PROBLEM REQUIREMENTS:
When a line of the entries contains "markers", please list that line.

DATA FOR PROCESSING:

..........

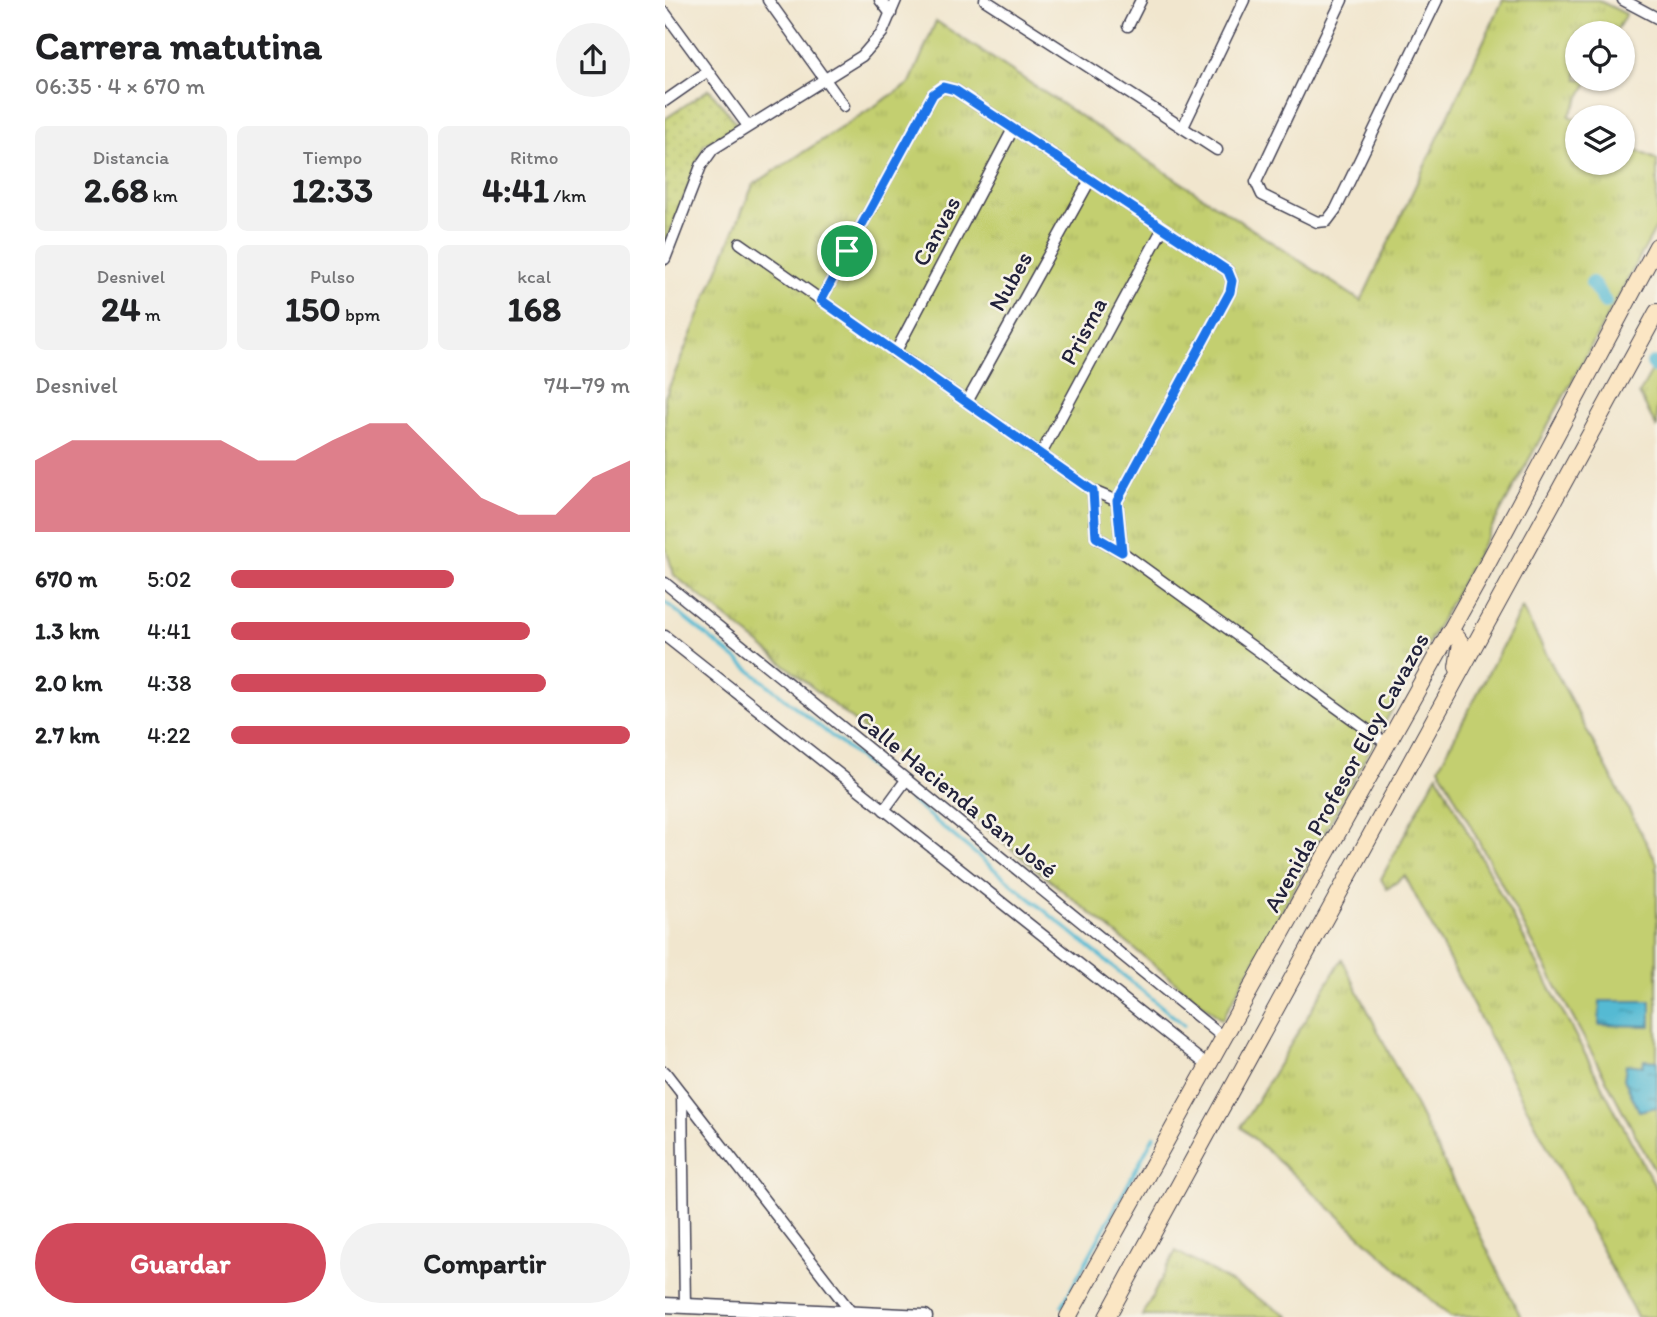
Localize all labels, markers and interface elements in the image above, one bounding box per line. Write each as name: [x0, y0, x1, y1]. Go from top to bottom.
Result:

..........

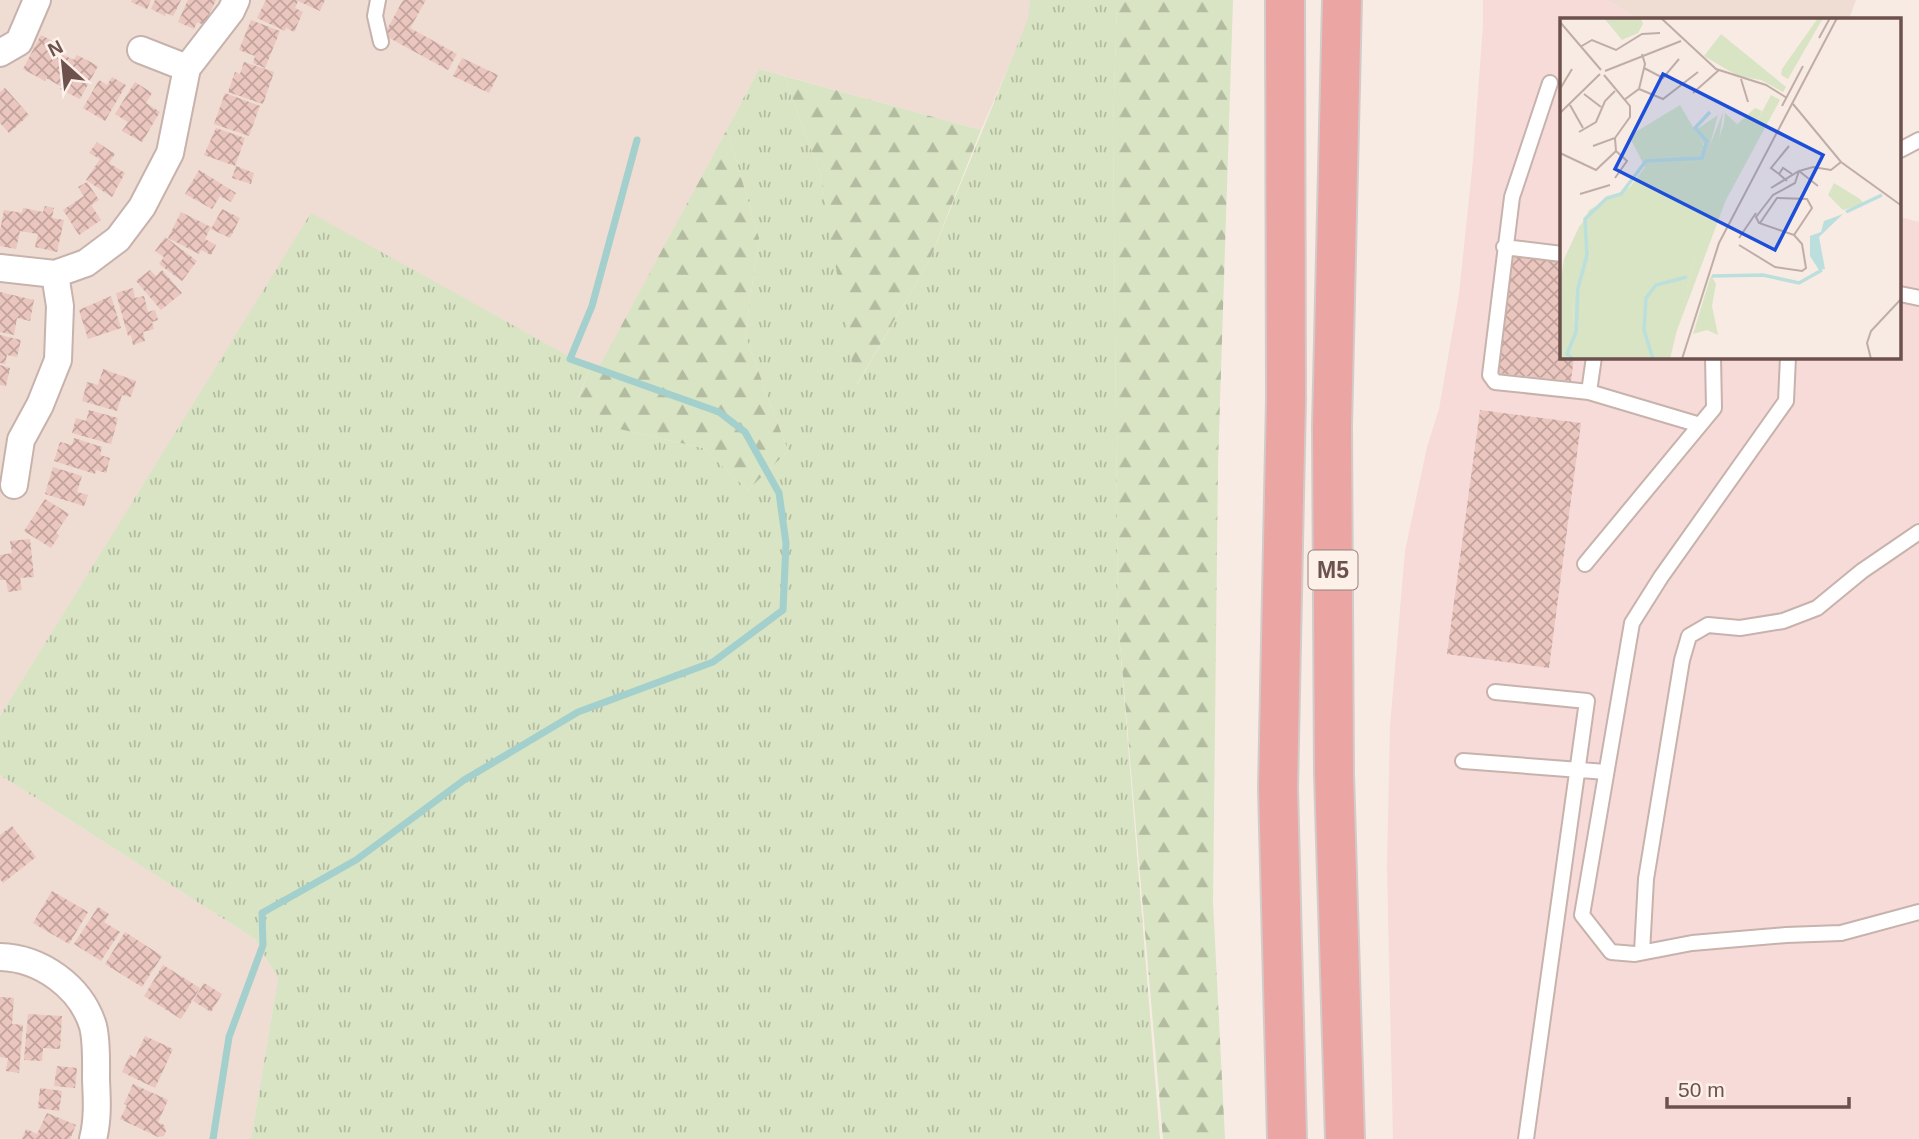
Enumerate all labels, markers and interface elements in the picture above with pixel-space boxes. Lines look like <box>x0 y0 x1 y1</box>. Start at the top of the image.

..........

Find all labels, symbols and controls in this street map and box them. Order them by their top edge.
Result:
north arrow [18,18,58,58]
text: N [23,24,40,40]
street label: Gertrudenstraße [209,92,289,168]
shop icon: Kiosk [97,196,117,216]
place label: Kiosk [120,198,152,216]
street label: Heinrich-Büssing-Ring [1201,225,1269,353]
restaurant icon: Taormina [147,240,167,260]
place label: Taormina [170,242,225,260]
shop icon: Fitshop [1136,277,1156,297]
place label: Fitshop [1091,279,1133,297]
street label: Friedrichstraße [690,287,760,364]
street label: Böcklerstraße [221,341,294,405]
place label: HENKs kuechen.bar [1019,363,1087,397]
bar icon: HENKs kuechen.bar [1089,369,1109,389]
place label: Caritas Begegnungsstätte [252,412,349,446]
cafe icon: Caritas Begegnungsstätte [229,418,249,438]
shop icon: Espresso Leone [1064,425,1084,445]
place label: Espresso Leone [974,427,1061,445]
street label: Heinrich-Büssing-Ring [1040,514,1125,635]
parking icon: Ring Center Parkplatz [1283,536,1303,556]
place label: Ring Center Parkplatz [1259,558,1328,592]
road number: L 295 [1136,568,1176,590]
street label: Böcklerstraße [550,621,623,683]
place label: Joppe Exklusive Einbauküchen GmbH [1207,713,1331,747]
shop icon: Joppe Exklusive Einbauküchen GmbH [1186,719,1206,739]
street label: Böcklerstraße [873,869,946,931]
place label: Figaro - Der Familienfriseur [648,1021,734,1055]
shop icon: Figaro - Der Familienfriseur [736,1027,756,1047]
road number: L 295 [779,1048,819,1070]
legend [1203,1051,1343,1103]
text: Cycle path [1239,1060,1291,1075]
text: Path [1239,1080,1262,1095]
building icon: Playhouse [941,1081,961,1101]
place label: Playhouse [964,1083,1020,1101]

..........

SOLUTION TO THIS EXERCISE:
Localize all labels, markers and interface elements in the image above, one bounding box per line. Write each as name: [x0, y0, x1, y1]. Go from top to bottom.
Enumerate all labels, markers and interface elements in the picture above with pixel-space boxes. Lines look like <box>x0 y0 x1 y1</box>. Start at the top of the image.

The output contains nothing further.